Une fois les photos prises, nous l'avons bien sûr relâché. Peu de temps après, un arbre couché en travers de la crique nous obligea à porter le kayak. Mais lorsque Arnaud tenta d'embarquer par l'arrière, son pied glissa. S'ensuivi un dessalage mémorable. Les deux anciens derrière nous encore sur le tronc mais morts de rire. Arnaud qui aussitôt dans l'eau lâcha un gros "Ho P*t**n" n'est jamais ressorti aussi vite d'une baignade je crois bien. Et moi, ben comme j'étais à l'avant déjà installé, je me suis retrouvé au beau milieu de la crique, en train de tenter de sauver mes tongs (ou savates dans le langage local) tout en tenter de ressaler le canot pour rester le moins possible en train de barboter. Ce fut le petit moment frisson. Sans oublier lorsque nous avons débarqué pieds nus avec Steph pour prendre en photo le boa ci dessous, l'araignée grosse comme ma main qui fila entre mes pieds. t'as beau ne pas avoir peur, une araignée de cette taille que tu ne connais pas, ici, t'es pas bien quand elle t'approche de trop près.
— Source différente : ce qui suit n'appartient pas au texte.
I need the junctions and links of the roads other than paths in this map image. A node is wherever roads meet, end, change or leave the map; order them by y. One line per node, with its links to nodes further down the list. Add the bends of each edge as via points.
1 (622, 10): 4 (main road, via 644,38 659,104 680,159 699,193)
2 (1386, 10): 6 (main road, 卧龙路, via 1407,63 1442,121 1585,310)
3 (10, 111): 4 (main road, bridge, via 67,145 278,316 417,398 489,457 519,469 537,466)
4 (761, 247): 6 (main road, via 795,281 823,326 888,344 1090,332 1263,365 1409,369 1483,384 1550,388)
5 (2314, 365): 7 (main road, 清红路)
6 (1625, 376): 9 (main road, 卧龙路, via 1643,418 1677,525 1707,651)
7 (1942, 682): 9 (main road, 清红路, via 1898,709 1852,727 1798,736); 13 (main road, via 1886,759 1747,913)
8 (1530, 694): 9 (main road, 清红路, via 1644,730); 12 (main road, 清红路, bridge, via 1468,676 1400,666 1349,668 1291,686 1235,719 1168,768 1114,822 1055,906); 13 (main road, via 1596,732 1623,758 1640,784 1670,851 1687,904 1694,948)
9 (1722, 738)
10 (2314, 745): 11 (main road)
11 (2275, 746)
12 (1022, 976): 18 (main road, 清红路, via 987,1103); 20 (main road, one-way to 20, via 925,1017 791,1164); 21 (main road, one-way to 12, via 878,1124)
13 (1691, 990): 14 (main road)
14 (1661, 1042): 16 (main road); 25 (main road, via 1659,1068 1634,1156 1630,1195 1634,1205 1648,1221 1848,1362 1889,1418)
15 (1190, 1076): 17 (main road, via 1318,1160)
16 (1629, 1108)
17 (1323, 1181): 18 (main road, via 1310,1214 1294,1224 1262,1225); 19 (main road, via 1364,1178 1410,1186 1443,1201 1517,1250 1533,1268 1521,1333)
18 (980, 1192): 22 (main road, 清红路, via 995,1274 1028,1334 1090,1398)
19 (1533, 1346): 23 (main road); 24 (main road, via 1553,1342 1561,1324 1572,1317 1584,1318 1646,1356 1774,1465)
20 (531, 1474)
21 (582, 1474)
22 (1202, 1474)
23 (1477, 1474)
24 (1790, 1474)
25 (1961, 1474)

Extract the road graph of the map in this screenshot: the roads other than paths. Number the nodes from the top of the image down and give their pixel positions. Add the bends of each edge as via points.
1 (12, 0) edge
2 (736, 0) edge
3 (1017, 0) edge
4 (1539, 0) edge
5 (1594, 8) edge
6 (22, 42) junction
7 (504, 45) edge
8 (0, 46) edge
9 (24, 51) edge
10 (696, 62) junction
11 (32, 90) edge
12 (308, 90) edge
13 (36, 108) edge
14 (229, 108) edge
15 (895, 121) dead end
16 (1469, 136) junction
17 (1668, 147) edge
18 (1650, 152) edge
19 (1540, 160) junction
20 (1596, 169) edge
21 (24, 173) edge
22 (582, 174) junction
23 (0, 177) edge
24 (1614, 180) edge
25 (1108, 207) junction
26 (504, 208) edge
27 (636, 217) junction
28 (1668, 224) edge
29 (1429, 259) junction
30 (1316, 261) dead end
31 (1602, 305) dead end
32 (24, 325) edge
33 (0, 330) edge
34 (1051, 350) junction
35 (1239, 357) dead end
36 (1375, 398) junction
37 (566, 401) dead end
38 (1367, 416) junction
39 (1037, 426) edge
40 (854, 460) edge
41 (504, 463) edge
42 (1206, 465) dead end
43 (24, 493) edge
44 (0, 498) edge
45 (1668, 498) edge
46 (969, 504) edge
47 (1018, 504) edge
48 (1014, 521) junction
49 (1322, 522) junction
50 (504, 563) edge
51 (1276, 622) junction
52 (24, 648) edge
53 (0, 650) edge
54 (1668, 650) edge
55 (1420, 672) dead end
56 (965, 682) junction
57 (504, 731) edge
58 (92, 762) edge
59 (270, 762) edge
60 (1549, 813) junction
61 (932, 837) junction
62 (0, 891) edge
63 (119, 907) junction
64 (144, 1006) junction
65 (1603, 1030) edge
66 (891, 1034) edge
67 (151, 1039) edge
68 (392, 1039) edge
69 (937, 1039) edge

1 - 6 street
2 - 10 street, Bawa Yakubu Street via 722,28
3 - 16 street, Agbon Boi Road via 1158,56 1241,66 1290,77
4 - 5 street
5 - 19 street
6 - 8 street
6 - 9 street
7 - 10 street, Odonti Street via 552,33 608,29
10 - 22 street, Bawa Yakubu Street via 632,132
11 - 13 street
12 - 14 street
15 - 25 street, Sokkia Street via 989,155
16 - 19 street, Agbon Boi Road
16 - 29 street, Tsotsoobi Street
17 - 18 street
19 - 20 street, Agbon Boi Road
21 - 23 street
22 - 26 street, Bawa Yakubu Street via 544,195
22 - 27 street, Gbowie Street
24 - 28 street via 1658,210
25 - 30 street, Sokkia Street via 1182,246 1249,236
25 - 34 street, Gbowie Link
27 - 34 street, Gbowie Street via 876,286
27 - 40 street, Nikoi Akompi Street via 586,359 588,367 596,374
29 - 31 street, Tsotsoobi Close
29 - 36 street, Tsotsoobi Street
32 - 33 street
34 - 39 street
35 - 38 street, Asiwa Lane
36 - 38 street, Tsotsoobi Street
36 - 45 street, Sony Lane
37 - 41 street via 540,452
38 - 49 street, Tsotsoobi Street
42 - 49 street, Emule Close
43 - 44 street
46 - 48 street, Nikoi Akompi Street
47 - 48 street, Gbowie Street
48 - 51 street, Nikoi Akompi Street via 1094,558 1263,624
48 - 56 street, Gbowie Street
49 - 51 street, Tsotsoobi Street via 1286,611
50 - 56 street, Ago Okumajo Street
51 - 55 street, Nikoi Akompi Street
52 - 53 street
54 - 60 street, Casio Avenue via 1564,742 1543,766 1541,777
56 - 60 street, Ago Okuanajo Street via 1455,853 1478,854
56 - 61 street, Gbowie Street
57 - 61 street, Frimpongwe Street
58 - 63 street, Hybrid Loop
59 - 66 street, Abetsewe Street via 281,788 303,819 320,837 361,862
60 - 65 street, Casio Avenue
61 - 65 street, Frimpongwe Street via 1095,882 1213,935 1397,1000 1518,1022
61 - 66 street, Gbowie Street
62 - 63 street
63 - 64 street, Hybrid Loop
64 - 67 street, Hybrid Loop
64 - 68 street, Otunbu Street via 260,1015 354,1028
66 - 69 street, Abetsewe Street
Finalement, vers une heure du matin, après avoir pu observer d'autres serpents et surtout deux oiseaux très rares (en 8 an de forêt, c'était la deuxième fois seulement que Steph les croisait), nous sommes rentrés saints et saufs, rincés, assaillis de moustiques, mais heureux d'avoir pu vivre et découvrir une petit portion de la Forêt, la vraie.
Pour ceux qui liront jusqu'au bout, je m'excuse d'avance pour mon style. Sans compter les fautes ! Des fois je m'enflamme un peu dans l'écriture, sans avoir encore le recul pour poser un style qui me serai propre. Mais bon, si je suis régulier dans la rédaction de ce blog, j'espère que je pourrais progresser !
Et aussi, bientôt un montage vidéo de cette sortie mémorable, avec les singes, la capture du caïman rouge, des oiseaux et des images encore de la forêt.